Versuche ich nun aber die showActualList.jsf aufzurufen, so bekomme ich einen file not found error und bei dem h:command link passiert gar nichts 

Hat jemand einen Tip was noch fehlt? Ich weiss das diese Anwendung unter einem normalen Eclipse gelaufen ist möchte sie jetzt aber auf einem Websphere 7.0 laufen lassen  

Lg Fireli


----------



## firestone (2. Jul 2010)

Ok ich bin noch einen schritt weiter wenn ich in der showMenu.xhtml die Endung jsf in xhtml ändere, so bekomme ich meine Seiten angezeigt Oo 

woran liegt das ?


----------



## y0dA (6. Jul 2010)

Dein WAS ist ein 6.1 ?

Wir stehen auch gerade bei dem Problem an, dass der WAS 6.1 ein "altes" JSP.jar hat, sonst wäre alles funktional für myFaces 1.2 - zur Zeit könnten wir nur 1.1 nehmen und da mache ich es lieber gleich selber..

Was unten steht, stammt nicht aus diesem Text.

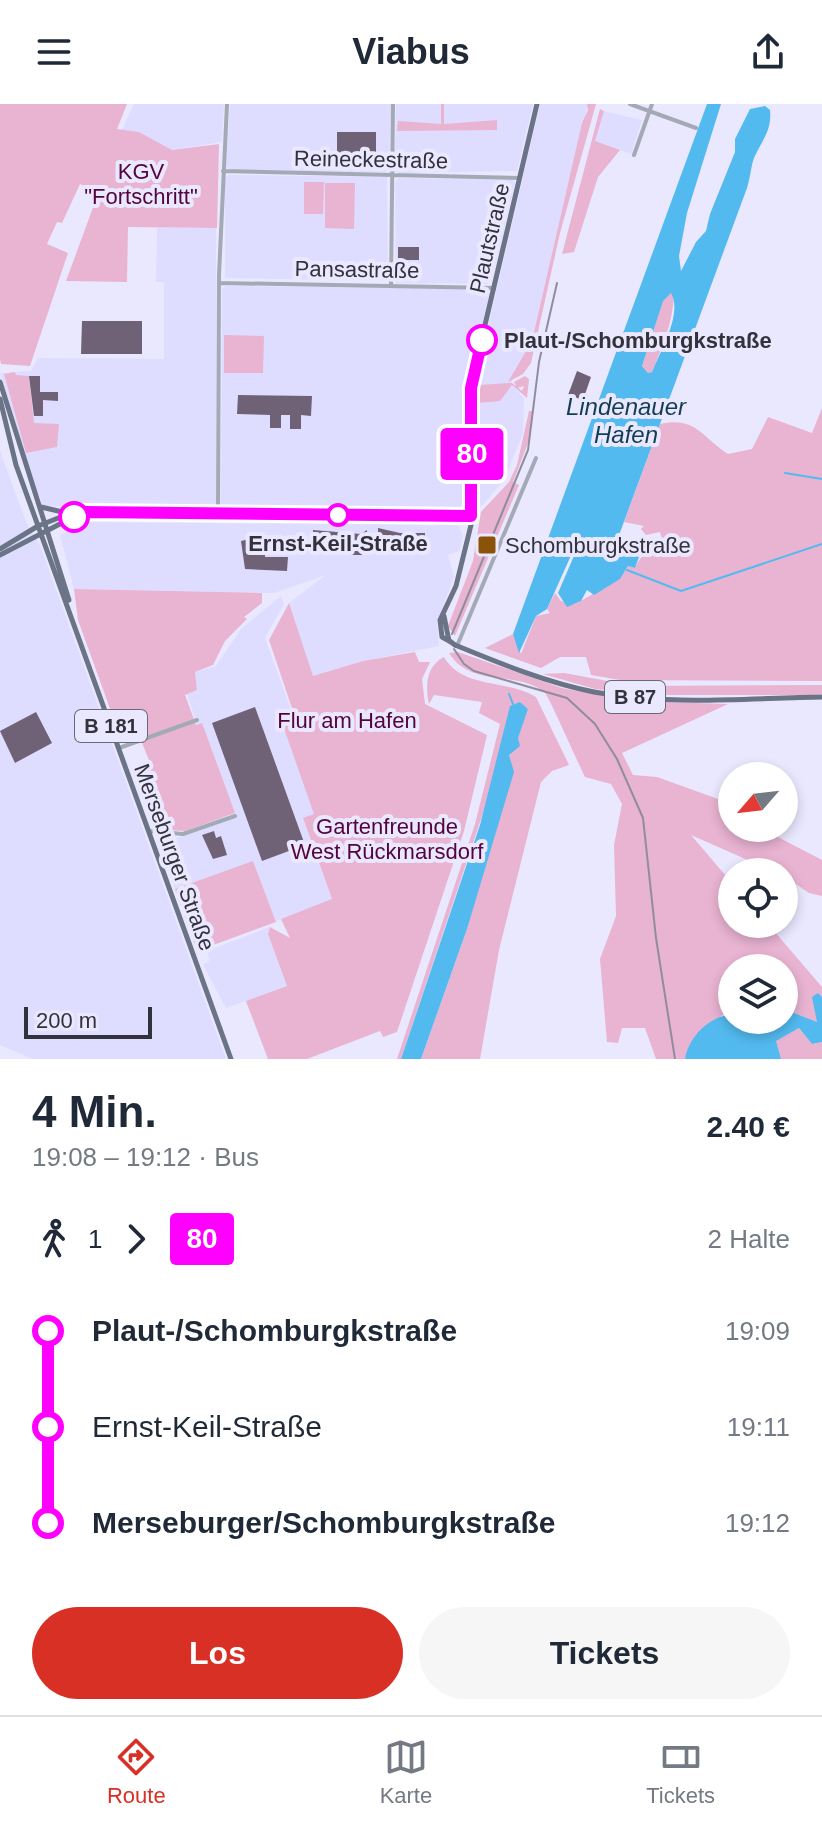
<!DOCTYPE html>
<html lang="de">
<meta charset="utf-8">
<style>
:root{--surface:#fff;--page:#f6f6f7;--text:#1f2937;--muted:#747a83;--line:#e0e1e3;--accent:#d93025}
body{margin:0;font-family:Arial,sans-serif;background:var(--page);color:var(--text);height:100vh;display:flex;flex-direction:column;font-size:30px;white-space:nowrap}
*{box-sizing:border-box;margin:0}
p{font-size:26px;color:var(--muted)}
.icon{flex:none;width:44px;height:44px;fill:none;stroke:currentColor;stroke-width:2;stroke-linecap:round;stroke-linejoin:round}
.map{position:relative;height:955px;overflow:hidden}
.panel{display:flex;flex-direction:column;background:var(--surface);flex:1}
.panel>*{flex:none}
.badge{padding:0 16px;border-radius:6px;font-size:28px;line-height:52px}
.needle{width:52px;rotate:242deg}
.controls{position:absolute;left:718px;top:658px;display:grid;gap:16px}
.controls a{display:grid;place-items:center;width:80px;height:80px;border-radius:50%;background:var(--surface);box-shadow:0 4px 12px #0003;font-size:40px}
.scale{position:absolute;left:24px;bottom:20px;width:128px;box-sizing:border-box;padding-left:8px;border:4px solid #33323c;border-top:0;font-size:22px;line-height:28px;white-space:nowrap;color:#33323c;-webkit-text-stroke:6px #eae8fe;paint-order:stroke}
.map>.badge{position:absolute;translate:-50% -50%;box-shadow:0 0 0 4px #fff}
.legs{display:flex;align-items:center;gap:12px;height:88px;padding:0 32px;font-size:26px}
.legs p{margin-inline-start:auto}
.overview{display:flex;align-items:center;justify-content:space-between;height:136px;padding:0 32px}
h1{font-size:44px;font-weight:700;line-height:60px}
.button{display:flex;gap:16px;margin-top:auto;padding:16px 32px}
.button a{flex:1;height:92px;border-radius:48px;background:var(--accent);color:#fff;font-size:32px;font-weight:700;line-height:92px;text-align:center}
.button a+a{background:var(--page);color:var(--text)}
ul{padding:0 32px;list-style:none}
li{display:flex;align-items:center;gap:28px;height:96px;font-size:30px}
li i{display:grid;place-items:center;width:12px;height:100%;margin:0 10px;background:currentColor}
li i::after{content:'';width:20px;height:20px;margin:-10px;border:6px solid;border-radius:50%;background:var(--surface)}
li p{margin-inline-start:auto}
li:first-child i{background:linear-gradient(#0000 50%,currentColor 0)}
li:last-child i{background:linear-gradient(currentColor 50%,#0000 0)}
header{display:flex;justify-content:space-between;align-items:center;height:104px;padding:0 32px;background:var(--surface);font-size:36px;font-weight:700}
.dock{display:flex;justify-content:space-around;align-items:center;height:112px;border-top:2px solid var(--line);background:var(--surface);font-size:22px;color:var(--muted)}
.dock a{display:grid;justify-items:center;gap:4px}
.dock .active{color:var(--accent)}
.map>svg:first-child{display:block}
.built{fill:#dfddff}
.green{fill:#e9b3d2}
.water{fill:#53baf0;fill-rule:evenodd}
.lines{fill:none;stroke-linecap:round;stroke-linejoin:round}
.stream{stroke:#53baf0;stroke-width:2}
.building{fill:#706276}
.minor{stroke:#a4aab5;stroke-width:4}
.major{stroke:#6a7486;stroke-width:5}
.rail{stroke:#8f8d9d;stroke-width:2}
.major-bridge{stroke:#6a7486;stroke-width:5}
.line-1-casing{stroke:#fff;stroke-width:18}
.line-1{stroke:#f0f;stroke-width:12}
.stop-1-dot{fill:#fff;stroke:#f0f;stroke-width:4}
.poi-dot{fill:#8b5307;stroke:#eae8fe;stroke-width:3}
.labels{text-anchor:middle;stroke-width:8;stroke-linejoin:round;paint-order:stroke}
.shield{fill:#eae8fe;stroke:#6a6976;stroke-width:2}
.shield-label{font-size:20px;font-weight:bold;fill:#33323c}
.street-label{font-size:22px;fill:#33323c;stroke:#eae8fe}
.park-label{font-size:22px;fill:#53043c;stroke:#eae8fe}
.stop-label{font-size:22px;font-weight:bold;fill:#33323c;stroke:#eae8fe;text-anchor:start}
.poi-label{font-size:22px;fill:#33323c;stroke:#eae8fe;text-anchor:start}
.water-label{font-size:24px;font-style:italic;fill:#123e54;stroke:#eae8fe}
</style>
<header><svg class="icon" aria-label="menu" viewBox="0 0 24 24"><path d="M4 6h16M4 12h16M4 18h16"/></svg>Viabus<svg class="icon" aria-label="share" viewBox="0 0 24 24"><path d="M12 15V3M7 8l5-5 5 5M5 13v7h14v-7"/></svg></header>
<div class="map">
<svg width="822" height="955" viewBox="0 0 822 955">
<rect width="100%" height="100%" fill="#eae8fe"/>
<path class="built" d="M134 0H224L222 38 172 46 139 28 122 26Z
M230 0H391L389 65 385 68 230 66 226 62Z
M396 0H533L517 67 398 69 395 66Z
M540 0H588L532 237 512 275V281L524 294 523 329 505 375 482 402 478 401 474 369 476 274Z
M604 7 642 16 631 50 595 37Z
M229 71 387 73 388 177 225 174V74Z
M399 74 512 76 515 79 492 176 487 180 396 179 395 78Z
M157 124H216V401L208 405 43 402 13 321 0 269 31 267 38 254 164 255V178H156Z
M226 182 486 185 490 190 468 278V396L464 406 221 403 222 185Z
M0 347 26 418 40 441 226 955H33L0 941Z
M83 418 458 421 463 432 459 447 448 451 454 473 437 518 439 542 363 557 313 573 289 499 326 471 274 489 74 485 60 431Z
M281 492 284 500 265 534 293 611 281 616 315 710 303 715 332 796 276 817 253 758 175 785 159 740 236 714 202 619 197 621 187 590 197 586 195 568 216 562 241 525Z
M270 823 268 830 287 882 226 904 203 861 210 856 207 847Z"/>
<path class="green" d="M0 0H127L117 25 139 28 172 46 219 40 217 124 128 123 127 178 66 177 98 90 80 80 62 119 57 118 47 140 68 149 30 262 1 260 0 255Z
M441 0H444V20L497 16V26L397 27 398 17 441 20Z
M587 0H596L560 129 531 259 523 270 508 278 532 237 582 19 588 6Z
M600 5 604 7 595 37 620 46 598 73 574 148 562 150Z
M304 78H324L323 110H304Z
M325 79H355L354 125 325 124Z
M673 177C677 210 664 238 652 268L648 269 642 262 658 211H651Z
M224 231 264 232 263 269H224Z
M15 268 16 271 29 272 34 319 59 320 57 343 26 349 4 270Z
M525 272 529 275 527 294 512 281 500 297 477 299 478 281 512 279 522 287 524 282 517 284 514 278Z
M822 304V577L620 576 591 571 586 553H560L541 564 485 544 513 530 521 550 536 512 550 509 547 505 555 489 561 497 575 500 620 475 628 462 635 464C640 452 648 445 661 442L665 452 669 444 663 439 660 428 646 431 641 425 644 422 624 418 660 320C695 312 701 332 728 350L752 345 768 313 812 329Z
M529 307H533L530 334 513 378 519 381 455 532 448 522 473 457 481 408 509 378 517 361Z
M74 485 262 489V499L244 513 247 515 225 537 213 561 195 568 197 586 185 591 196 621 202 619 235 709 185 727 167 726V713L151 718 132 663 149 656 140 634 125 638 121 635 78 516Z
M289 499 313 572 363 557 415 548 419 558H430L422 575 425 600 487 631 464 727 397 928 383 933 380 927 307 955H268L246 897 287 882 268 830 270 823 290 834 281 815 332 795 303 714 314 710 281 616 294 610 269 536Z
M458 548 562 584 631 597 728 600 622 649 633 671 657 673 732 700V724H773L774 731 822 756V792L809 789 784 772V768H775L691 731 732 779V820H768L822 883V893L818 889 817 918 784 905V864H732V910L722 911 685 955H656L645 924H622L618 939 607 938 600 855 616 812 614 741 622 700 611 680 585 673C579 661 549 593 545 589 519 565 471 585 449 549Z
M444 553C462 585 506 575 536 593L569 661 552 667 541 678 499 846 480 955H421L467 825 510 659 509 651 528 605 520 598 401 955H397L475 720 500 620 479 609 482 598 434 591 429 600C425 582 426 562 444 553Z
M564 569 635 582 637 589 595 585 543 570Z
M822 581V590L811 591H644L638 582Z
M253 757 276 818 197 847 175 785Z
M799 924 812 940 822 938V955H781L775 937Z"/>
<path class="water" d="M707 0H721L687 109 679 152 681 167 696 138 706 127 710 110 735 48V35L750 5 765 2 770 6C772 27 762 36 754 54 751 62 750 75 747 84L615 442 639 453 635 464 628 462 620 475 594 491 587 486 581 497 567 503 558 489 577 445 585 441 577 438 547 505 536 512 519 549 513 530ZM671 189C683 209 660 248 652 268L648 269 642 262 663 197Z
M520 598 528 605 518 634 520 642 509 651 514 668 467 825 421 955H401L480 721 510 602Z
M818 889 822 893V938L812 940 799 924 776 937 781 955H685C689 932 709 913 732 910V916H784V905L817 918 812 893Z"/>
<g class="lines">
<path class="stream" d="M785 369 822 375
M627 466 681 487 822 440
M509 590 513 600"/>
</g>
<path class="building" d="M337 28H376V56H337Z
M398 143H419V156H405V168H398Z
M82 217H142V250H81Z
M577 267 591 273 583 296 568 291Z
M29 272H40V288H58V297L43 296V312H34Z
M238 291 312 292 311 312 301 311V325H290V311H281V324H270V311L237 310Z
M378 424 400 429H425V434L399 436V440L378 439Z
M313 426 361 430 367 426V444H362V451H349L345 439H313Z
M258 433V445L265 446V453H288L287 467 245 465 241 437Z
M255 603 305 741 262 757 212 619Z
M36 608 52 639 15 659 0 627Z
M214 727 216 734 221 732 227 751 213 755 202 731Z"/>
<g class="lines">
<path class="minor" d="M630 0 696 24
M634 51 652 0
M223 67 519 74
M220 179 494 184
M391 181 393 0
M218 409 219 171 227 0
M457 542 536 354
M119 644 197 616
M149 727 183 730 235 712"/>
<path class="major" d="M0 278 69 496
M0 295 16 361 231 955
M41 403 67 409
M0 445 38 422 76 407 471 412
M0 451 83 408
M444 512 449 537
M451 538 442 533 440 516 456 482 471 421 472 276 537 0
M455 541C499 559 547 579 594 588 668 602 748 594 822 593"/>
<path class="rail" d="M452 530 528 346 539 258 557 179
M454 545 464 560 474 567 567 594 595 620 617 655 643 714 656 834 675 955"/>
<path class="major-bridge" d="M451 538 455 541"/>
</g>
<g class="lines">
<defs>
<path id="line-1" d="M74 413 84 408 471 412V284L482 236"/>
</defs>
<use href="#line-1" class="line-1-casing"/>
<use href="#line-1" class="line-1"/>
</g>
<g class="stop-1-dot">
<circle cx="482" cy="236" r="14"/>
<circle cx="338" cy="411" r="10"/>
<circle cx="74" cy="413" r="14"/>
</g>
<rect class="poi-dot" x="477" y="431" width="20" height="20" rx="4"/>
<g class="labels">
<g class="shield">
<rect x="605" y="577" width="60" height="32" rx="6"/>
<rect x="75" y="606" width="72" height="32" rx="6"/>
</g>
<g class="shield-label">
<text x="635" y="600">B 87</text>
<text x="111" y="629">B 181</text>
</g>
<g class="street-label">
<text transform="translate(371 55) rotate(1)" y="8">Reineckestraße</text>
<text transform="translate(489 134) rotate(-77)" y="8">Plautstraße</text>
<text transform="translate(357 165) rotate(1)" y="8">Pansastraße</text>
<text transform="translate(175 753) rotate(70)" y="8">Merseburger Straße</text>
</g>
<g class="park-label">
<text x="141" y="75">KGV<tspan x="141" dy="25">"Fortschritt"</tspan></text>
<text x="347" y="624">Flur am Hafen</text>
<text x="387" y="730">Gartenfreunde<tspan x="387" dy="25">West Rückmarsdorf</tspan></text>
</g>
<g class="stop-label">
<text x="504" y="244">Plaut-/Schomburgkstraße</text>
<text x="338" y="447" text-anchor="middle">Ernst-Keil-Straße</text>
</g>
<g class="poi-label">
<text x="505" y="449">Schomburgkstraße</text>
</g>
<g class="water-label">
<text x="626" y="311">Lindenauer<tspan x="626" dy="28">Hafen</tspan></text>
</g>
</g>
</svg>
<div class="controls">
<a><svg class="needle" viewBox="-14 -14 28 28"><path d="M0-13l5 13h-10z" fill="#e53935"/><path d="M0 13l5-13h-10z" fill="#747a83"/></svg></a>
<a><svg class="icon" aria-label="locate" viewBox="0 0 24 24"><circle cx="12" cy="12" r="6"/><path d="M12 2v4M12 18v4M2 12h4M18 12h4"/></svg></a>
<a><svg class="icon" aria-label="layers" viewBox="0 0 24 24"><path d="M12 4l9 5-9 5-9-5zM3 14l9 5 9-5"/></svg></a>
</div>
<div class="scale">200 m</div>
<b class="badge" style="left:472px;top:350px;background:#f0f;color:#fff">80</b>
</div>
<section class="panel">
<div class="overview"><div><h1>4 Min.</h1><p>19:08 – 19:12 · Bus</p></div><b>2.40 €</b></div>
<div class="legs"><svg class="icon" aria-label="walk" viewBox="0 0 24 24"><circle cx="13" cy="4" r="2"/><path d="M13 8l-2 6 4 7M11 14l-3 7M7 12l3-4h3l4 4"/></svg>1<svg class="icon" aria-label="forward" viewBox="0 0 24 24"><path d="M9 5l7 7-7 7"/></svg><b class="badge" style="background:#f0f;color:#fff">80</b><p>2 Halte</p></div>
<ul>
<li><i style="color:#f0f"></i><b>Plaut-/Schomburgkstraße</b><p>19:09</p></li>
<li><i style="color:#f0f"></i><span>Ernst-Keil-Straße</span><p>19:11</p></li>
<li><i style="color:#f0f"></i><b>Merseburger/Schomburgkstraße</b><p>19:12</p></li>
</ul>
<div class="button"><a>Los</a><a>Tickets</a></div>
</section>
<nav class="dock">
<a class="active"><svg class="icon" aria-label="directions" viewBox="0 0 24 24"><path d="M12 3l9 9-9 9-9-9zM9 14v-3h6M13 9l2 2-2 2"/></svg>Route</a>
<a><svg class="icon" aria-label="map" viewBox="0 0 24 24"><path d="M3 6l6-2 6 2 6-2v14l-6 2-6-2-6 2zM9 4v14M15 6v14"/></svg>Karte</a>
<a><svg class="icon" aria-label="tickets" viewBox="0 0 24 24"><path d="M3 7h18v10H3zM15 7v10"/></svg>Tickets</a>
</nav>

Bist du mit deinem Problem noch weiter gekommen?


----------



## firestone (7. Jul 2010)

Huhu

ja also die Anwendung habe ich ans laufen bekommen bis auf die Tatsache das in meiner xhtml Datei die normalen links also <a href.... mit der Endung jsf nicht funktionieren . Also ich habe in dem Link auf eine Datei mit der Endung jsf verlinkt diese Seite gibt es aber nur als xhtml Datei dachte er löst den Namen automatisch auf und setzt das um macht er aber nicht wieso weiss ich nicht. 

Aber die Anwendung ans rennen gekriegt habe ich indem ich eine sogenannte gemeinsam genutze Bibliothek angelegt habe . Da rein habe ich die neuen jar Files gelegt. Dann habe ich dem ganzen Server noch einen Klassenlader verpasst der genau die neu angelegte Bibliothek läd dann habe ich noch den Anwendungen beim starten mitgegeben das die Anwendung mit den Klassen der Anwendung zuerst läd und das alles zusammen hat die Lösung des Problems gebracht . 

 wenn noch fragen sind her damit


----------